2. Aday ne gibi sonuçlar aldı?
3. Aday’ın nitelikleri yeni şirkete iyi bir şekilde uyum sağladı mı?
4. Aday diğer üst düzey yöneticilerle anlaştı mı ve aktif bir biçimde uygulanması gereken faaliyetlere iştirak etti mi?
5. Aday gerçekçi hedeflere ulaşabildi mi?
6. Adayın başarıya ulaşmasında karşılaştığı potansiyel riskler neler? Bazen araştırma şirketinin ve araştırma komitesinin hesaba katmadığı (yeni rekabet tehditleri, kaynak eksiklikleri gibi...) dışsal risklerden dolayı aday istenilen sonuçları gerçekleştirememiş olabilir.
7. Aday yeni şirketinden memnun mu?
Yönetim Kurulları, kısa listede kalan adayları interaktif vaka çalışmaları kullanarak test etmeli, hatta kimi zaman gerçek şirket durumlarını kullanabilir.
Tabii ki, bazı kilit detayların güvenlik açısından gizli kalması şartıyla… Örneğin, bir adaya üst düzey yönetimdeki takımla birlikte belirlenen bir yere yeni bir tesis oluşturmanın artılarını ve eksilerini tartışması için davet edebilirsiniz. Bu fikirde amaç adayla, yönetim kurulu, üst düzey müdürler ve diğer kilit yönetim kadroları arasında gerçek bir çekim yaratmaktır.

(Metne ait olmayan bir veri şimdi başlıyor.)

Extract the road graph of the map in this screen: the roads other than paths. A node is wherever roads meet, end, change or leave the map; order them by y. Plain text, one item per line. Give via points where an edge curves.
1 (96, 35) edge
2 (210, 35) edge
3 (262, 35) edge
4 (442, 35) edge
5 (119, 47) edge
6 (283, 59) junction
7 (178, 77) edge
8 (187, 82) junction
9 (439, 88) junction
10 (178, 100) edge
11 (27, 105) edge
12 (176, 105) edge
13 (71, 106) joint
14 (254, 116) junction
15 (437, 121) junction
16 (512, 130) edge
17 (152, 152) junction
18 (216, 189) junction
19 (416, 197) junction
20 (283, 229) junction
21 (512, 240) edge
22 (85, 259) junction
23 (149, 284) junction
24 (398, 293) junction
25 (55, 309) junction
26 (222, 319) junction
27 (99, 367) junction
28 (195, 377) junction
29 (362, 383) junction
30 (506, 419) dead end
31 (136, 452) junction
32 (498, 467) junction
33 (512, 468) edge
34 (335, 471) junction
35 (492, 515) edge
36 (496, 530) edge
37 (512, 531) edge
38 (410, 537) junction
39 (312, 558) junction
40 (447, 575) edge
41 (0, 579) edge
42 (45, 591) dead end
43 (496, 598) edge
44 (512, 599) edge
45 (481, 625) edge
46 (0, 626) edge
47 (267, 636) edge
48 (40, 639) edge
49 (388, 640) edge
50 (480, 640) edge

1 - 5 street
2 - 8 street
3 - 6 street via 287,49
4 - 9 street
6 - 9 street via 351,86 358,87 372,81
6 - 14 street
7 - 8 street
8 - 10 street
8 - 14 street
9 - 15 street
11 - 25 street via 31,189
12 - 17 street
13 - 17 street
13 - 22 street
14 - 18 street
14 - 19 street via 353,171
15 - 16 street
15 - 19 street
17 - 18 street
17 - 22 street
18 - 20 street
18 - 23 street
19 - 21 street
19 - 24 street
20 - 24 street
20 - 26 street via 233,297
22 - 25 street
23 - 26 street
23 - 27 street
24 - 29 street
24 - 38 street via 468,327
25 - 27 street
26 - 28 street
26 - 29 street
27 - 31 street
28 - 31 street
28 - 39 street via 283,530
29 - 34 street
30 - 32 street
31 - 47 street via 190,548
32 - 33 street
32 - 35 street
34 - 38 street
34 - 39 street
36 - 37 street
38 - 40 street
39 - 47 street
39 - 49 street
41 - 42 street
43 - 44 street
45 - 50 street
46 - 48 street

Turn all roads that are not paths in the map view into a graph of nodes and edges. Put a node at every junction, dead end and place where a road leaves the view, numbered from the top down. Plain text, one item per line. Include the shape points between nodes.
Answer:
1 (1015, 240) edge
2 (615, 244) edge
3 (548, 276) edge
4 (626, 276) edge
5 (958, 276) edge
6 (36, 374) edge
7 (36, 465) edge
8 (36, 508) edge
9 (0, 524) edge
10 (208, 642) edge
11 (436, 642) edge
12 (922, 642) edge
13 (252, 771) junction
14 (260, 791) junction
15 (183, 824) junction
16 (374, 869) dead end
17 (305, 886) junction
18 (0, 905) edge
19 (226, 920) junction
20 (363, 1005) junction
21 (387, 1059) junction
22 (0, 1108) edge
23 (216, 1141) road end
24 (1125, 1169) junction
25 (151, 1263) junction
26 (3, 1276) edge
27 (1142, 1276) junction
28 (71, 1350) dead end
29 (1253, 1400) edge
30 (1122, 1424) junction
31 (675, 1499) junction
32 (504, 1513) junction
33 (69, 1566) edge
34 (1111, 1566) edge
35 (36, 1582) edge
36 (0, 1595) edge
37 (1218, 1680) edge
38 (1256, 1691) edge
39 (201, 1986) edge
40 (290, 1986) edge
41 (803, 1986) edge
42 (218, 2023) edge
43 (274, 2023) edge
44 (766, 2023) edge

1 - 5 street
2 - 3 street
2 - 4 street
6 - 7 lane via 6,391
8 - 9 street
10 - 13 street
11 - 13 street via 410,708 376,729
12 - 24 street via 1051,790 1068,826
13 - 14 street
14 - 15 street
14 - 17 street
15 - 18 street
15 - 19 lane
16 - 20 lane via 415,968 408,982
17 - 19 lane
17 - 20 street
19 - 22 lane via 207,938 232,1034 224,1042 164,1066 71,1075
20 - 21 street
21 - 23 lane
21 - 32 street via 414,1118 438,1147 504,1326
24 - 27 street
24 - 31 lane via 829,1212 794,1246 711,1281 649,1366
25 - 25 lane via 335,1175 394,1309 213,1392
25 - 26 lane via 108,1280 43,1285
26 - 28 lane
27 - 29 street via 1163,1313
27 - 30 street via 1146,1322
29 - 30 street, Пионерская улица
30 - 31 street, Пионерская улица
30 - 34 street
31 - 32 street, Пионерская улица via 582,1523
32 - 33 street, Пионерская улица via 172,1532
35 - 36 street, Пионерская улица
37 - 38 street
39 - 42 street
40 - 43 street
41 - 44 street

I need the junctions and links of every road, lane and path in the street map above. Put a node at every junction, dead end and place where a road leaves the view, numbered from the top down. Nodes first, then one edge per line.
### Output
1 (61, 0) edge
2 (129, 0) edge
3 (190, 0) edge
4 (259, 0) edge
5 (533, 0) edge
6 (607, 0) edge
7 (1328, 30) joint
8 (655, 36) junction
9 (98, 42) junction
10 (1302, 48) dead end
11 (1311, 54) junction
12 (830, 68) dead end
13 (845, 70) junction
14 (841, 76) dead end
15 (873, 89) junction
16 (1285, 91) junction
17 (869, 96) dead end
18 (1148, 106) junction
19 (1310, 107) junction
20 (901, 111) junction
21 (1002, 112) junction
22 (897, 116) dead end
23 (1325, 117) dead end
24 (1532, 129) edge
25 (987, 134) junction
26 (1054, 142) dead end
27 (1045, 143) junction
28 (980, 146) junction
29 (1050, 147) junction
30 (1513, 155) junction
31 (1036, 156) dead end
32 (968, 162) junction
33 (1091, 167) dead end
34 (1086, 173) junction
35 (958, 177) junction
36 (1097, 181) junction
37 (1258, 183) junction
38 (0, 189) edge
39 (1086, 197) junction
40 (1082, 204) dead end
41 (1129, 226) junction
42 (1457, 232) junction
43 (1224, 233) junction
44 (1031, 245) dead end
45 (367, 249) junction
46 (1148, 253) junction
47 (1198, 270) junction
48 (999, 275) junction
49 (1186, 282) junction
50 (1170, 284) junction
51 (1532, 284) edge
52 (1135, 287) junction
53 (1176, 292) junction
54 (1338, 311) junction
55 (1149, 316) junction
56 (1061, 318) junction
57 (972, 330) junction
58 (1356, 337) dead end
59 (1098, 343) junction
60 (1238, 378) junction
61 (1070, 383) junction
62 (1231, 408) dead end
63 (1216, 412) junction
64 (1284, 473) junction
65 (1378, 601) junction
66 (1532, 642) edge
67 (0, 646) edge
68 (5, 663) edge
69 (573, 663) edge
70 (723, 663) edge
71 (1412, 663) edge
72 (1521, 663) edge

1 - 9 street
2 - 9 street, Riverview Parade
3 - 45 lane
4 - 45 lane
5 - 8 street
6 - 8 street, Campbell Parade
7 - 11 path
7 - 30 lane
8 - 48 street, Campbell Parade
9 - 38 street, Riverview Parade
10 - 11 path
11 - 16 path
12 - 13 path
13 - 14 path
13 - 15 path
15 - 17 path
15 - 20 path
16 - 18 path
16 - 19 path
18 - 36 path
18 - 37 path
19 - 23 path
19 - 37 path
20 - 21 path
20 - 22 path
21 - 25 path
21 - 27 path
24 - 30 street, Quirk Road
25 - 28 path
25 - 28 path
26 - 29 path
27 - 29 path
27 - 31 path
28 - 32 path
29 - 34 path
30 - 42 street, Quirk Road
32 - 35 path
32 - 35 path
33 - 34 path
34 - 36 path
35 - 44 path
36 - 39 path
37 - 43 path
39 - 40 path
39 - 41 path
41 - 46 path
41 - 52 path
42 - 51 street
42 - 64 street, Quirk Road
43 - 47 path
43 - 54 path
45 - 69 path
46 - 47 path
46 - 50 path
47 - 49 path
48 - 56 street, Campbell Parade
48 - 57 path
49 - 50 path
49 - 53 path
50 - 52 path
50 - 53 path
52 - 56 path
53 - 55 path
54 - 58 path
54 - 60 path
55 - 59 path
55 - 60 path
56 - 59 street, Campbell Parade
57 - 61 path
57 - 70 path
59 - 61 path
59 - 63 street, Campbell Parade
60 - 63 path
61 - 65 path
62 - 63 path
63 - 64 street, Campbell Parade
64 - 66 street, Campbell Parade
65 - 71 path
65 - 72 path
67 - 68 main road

Bu arada aday belki takım üyeleri arasında değişik fikirlerin oluşmasında rol oynar ve bu fikirlerin ne derece etkili ve iyi olacağı ortaya çıkabilir. Bilindiği gibi en kritik noktalardan biri üst düzey yöneticinin kilit faaliyetleri nasıl yerine getireceğidir. Bu şekilde bir modellemede adayın sağlamak istediği geçmiş tecrübelerini ve spesifik yetkinlikleri görebilir, adayın bu yeni tesis için nasıl ve ne tür insanları işe almayı ve eğitmeyi garanti edebileceği, tesisin etkinliği için neler yapılabileceği konusunda bir ön fikir verebilir.
Bu tür iş görüşmelerinde yapılan denemelerden sonra, araştırma komitesi her adaya daha önceden belirlenmiş kriterler üzerinden puan verir ve bu puanlamalar sonucunda en uygun olanı seçer. Puanlama kriterlerinde değişiklik yapmak tehlikelidir çünkü bu yönetimin amacının dışına çıktığının, adayları stratejik beklentilerle değil birbirleriyle karşılaştırdığının, ya da en kötüsü kurtarıcı ortak / karizmatik tepe yönetici inancına yöneldiğinin sinyalleridir.